L’effet fantastique, s’il est souvent associé à un sentiment de terreur (notamment depuis Lovecraft), passe néanmoins tout autant par le jeu sur l’étrange, l’ambiguïté ou le doute – et ce sont sur ces derniers aspects que table le fantastique borgésien. « Le jeu avec la peur n’intéresse pas Borges » (ibid., p. 468), nous rappelle Jean Fabre dans son très pertinent Le miroir de sorcière. Essai sur la littérature fantastique. Il ajoute d’ailleurs que « Borges emploie une paléo-psychologie permettant une relation avec le fabuleux et un détournement de la métaphysique de l’ordre du transcendantal vers la sphère de l’esthétique. » (Ibid., p. 470) Le but avoué serait alors de créer un effet fantastique par le jeu sur la vraisemblance; non pas une reproduction exacte du réel, mais une volonté de rendre le récit le plus près possible de ce qui pourrait être le réel – en d’autres termes, lui donner une crédibilité… qui peut très bien n’être qu’une apparence de crédibilité, tout en étant véritablement fausse, fictive. Dans ce contexte, le recours à la métaphysique vient embrumer le lecteur de son aura d’autorité, mais le lecteur idéalisé auquel Borges adresse ses nouvelles ne devrait pas être dupe : il doit être en mesure de déceler le simulacre, l’apparence qui se donne pour réalité. Irène Bessière, dans son incontournable Le récit fantastique : la poétique de l’incertain, abonde dans le même sens : « L’insolite ne correspond pas, dans ses nouvelles, à la description d’un procès de déréalisation, mais à la révélation de l’organisation et de la désorganisation des apparences. » (Bessière, 1974, p. 153) Et c’est ainsi que la métaphysique, mais aussi la linguistique, la psychanalyse et tout l’éventail analytique au service de l’essayiste deviennent les éléments constitutifs des fictions néo-fantastiques de Borges :

elle [l’érudition, immense, de Borges] remplit une fonction exclusivement littéraire qui dénature ce que cette érudition contient de connaissance spécifique, en la remplaçant ou en la subordonnant à la tâche qu’elle accomplit dans le récit : tantôt décorative, tantôt symbolique. Ainsi, dans les contes de Borges, la théologie, la philosophie, la linguistique et tout ce qui apparaît comme savoir spécialisé devient littérature, perd son essence et acquiert le statut de fiction, redevenant partie et contenu d’une fantaisie littéraire. (Vargas Llosa, 2004, p. 57)
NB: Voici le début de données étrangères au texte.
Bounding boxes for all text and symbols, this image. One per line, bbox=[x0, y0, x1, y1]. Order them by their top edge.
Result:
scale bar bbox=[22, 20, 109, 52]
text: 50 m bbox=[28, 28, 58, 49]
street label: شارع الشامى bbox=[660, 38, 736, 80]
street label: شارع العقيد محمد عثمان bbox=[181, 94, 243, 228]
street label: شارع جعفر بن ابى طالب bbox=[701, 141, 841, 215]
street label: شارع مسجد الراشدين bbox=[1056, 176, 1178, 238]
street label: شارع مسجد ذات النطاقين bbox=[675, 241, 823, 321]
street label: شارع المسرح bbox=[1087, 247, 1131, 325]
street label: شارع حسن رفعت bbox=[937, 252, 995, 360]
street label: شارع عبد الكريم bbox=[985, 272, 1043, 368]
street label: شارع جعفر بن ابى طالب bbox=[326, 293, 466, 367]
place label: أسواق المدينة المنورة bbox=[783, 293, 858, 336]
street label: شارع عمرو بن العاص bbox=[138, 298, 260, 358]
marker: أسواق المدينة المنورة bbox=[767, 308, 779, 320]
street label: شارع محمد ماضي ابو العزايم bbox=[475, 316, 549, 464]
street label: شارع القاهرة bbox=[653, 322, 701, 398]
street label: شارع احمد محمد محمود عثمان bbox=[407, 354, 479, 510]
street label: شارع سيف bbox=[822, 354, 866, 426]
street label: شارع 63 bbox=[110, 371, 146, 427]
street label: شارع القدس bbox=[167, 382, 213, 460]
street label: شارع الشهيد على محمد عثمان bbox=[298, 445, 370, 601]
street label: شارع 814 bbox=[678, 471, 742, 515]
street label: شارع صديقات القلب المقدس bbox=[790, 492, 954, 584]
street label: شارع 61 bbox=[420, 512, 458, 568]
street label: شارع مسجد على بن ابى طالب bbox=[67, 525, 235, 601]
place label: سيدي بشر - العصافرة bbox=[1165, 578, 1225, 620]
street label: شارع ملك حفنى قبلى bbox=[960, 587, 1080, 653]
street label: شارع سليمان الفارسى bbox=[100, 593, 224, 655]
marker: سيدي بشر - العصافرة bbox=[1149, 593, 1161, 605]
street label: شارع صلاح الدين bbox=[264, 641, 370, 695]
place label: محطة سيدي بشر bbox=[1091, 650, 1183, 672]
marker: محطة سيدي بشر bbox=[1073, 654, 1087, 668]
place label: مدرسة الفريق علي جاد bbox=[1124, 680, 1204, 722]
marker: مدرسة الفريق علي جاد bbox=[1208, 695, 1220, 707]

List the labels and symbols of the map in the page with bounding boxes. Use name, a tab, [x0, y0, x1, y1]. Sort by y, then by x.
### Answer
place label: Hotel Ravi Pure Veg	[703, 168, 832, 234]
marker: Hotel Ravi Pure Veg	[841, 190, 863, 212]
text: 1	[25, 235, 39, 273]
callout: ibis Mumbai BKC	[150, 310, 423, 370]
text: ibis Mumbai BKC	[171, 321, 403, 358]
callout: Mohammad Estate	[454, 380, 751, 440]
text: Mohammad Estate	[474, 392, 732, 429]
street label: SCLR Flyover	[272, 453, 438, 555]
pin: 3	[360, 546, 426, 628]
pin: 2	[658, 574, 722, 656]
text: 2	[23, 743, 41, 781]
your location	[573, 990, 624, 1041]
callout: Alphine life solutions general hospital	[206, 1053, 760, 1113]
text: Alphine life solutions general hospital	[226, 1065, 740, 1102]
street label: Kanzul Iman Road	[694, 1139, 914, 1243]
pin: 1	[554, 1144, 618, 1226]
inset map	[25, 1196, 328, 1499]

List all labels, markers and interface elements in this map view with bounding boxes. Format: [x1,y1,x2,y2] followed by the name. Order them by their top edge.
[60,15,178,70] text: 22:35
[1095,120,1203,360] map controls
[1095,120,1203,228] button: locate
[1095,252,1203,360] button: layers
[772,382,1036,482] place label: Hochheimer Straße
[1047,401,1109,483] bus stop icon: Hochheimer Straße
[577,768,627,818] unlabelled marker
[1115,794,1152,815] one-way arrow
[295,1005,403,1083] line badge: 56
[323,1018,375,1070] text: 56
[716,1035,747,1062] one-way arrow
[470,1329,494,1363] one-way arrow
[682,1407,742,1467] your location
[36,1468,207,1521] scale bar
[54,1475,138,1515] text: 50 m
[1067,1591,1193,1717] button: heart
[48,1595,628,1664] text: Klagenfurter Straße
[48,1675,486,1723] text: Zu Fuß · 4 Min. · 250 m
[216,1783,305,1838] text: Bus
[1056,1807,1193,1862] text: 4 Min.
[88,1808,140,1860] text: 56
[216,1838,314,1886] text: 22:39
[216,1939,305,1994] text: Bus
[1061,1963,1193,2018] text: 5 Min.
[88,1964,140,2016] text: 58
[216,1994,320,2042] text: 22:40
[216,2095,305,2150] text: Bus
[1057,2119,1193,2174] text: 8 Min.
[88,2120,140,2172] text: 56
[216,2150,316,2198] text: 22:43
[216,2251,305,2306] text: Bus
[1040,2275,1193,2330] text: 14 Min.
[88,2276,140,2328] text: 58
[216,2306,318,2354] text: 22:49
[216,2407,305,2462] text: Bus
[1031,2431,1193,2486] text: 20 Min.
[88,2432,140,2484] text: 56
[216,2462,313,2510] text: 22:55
C’est bien joli ça, mais il n’était pas question d’une sorte de jardin bizarre…?

Sans être une mise en abyme en entier comme l’est, nous l’avons vu, « Les ruines circulaires », « Le jardin aux sentiers qui bifurquent », dont le titre, rappelons-le, renvoie à celui du recueil, lequel est mentionné à la toute fin de l’ « Examen de l’œuvre d’Herbert Quain », débute néanmoins avec l’introduction d’une mise en abyme, puisque le récit est raconté, ou plutôt est retranscrit, à partir d’une déclaration écrite et signée par le « docteur Yu Tsun, ancien professeur d’anglais à la Hochschule de Tsingtao » (Borges, « Le jardin... », 1965, p. 91). Aussi, il convient de mentionner, au passage, que le fait que « [l]es deux pages initiales manquent » (ibid., p. 91) ajoute une forme de mystère, d’étrangeté au récit : une lacune qu’il convient d’appeler une indétermination8. Que peuvent bien, en effet, contenir ces pages manquantes? La question ne peut que rester en suspens, fruit de multiples conjectures pour le lecteur. Le ton est donné : Borges impose déjà la réflexion, principe premier de son néo-fantastique, à son lecteur, alors que ce dernier, déjà perdu dans le labyrinthe formel borgésien imposé par les faux-semblants et les simulacres analytiques de l’« Examen de l’œuvre de Quain » dont il vient à peine de terminer la lecture, s’apprête à pénétrer dans le labyrinthe narratif du « Jardin aux sentiers qui bifurquent ».

C’est pas trop tôt… Non mais, on s’y perd, dans cette analyse…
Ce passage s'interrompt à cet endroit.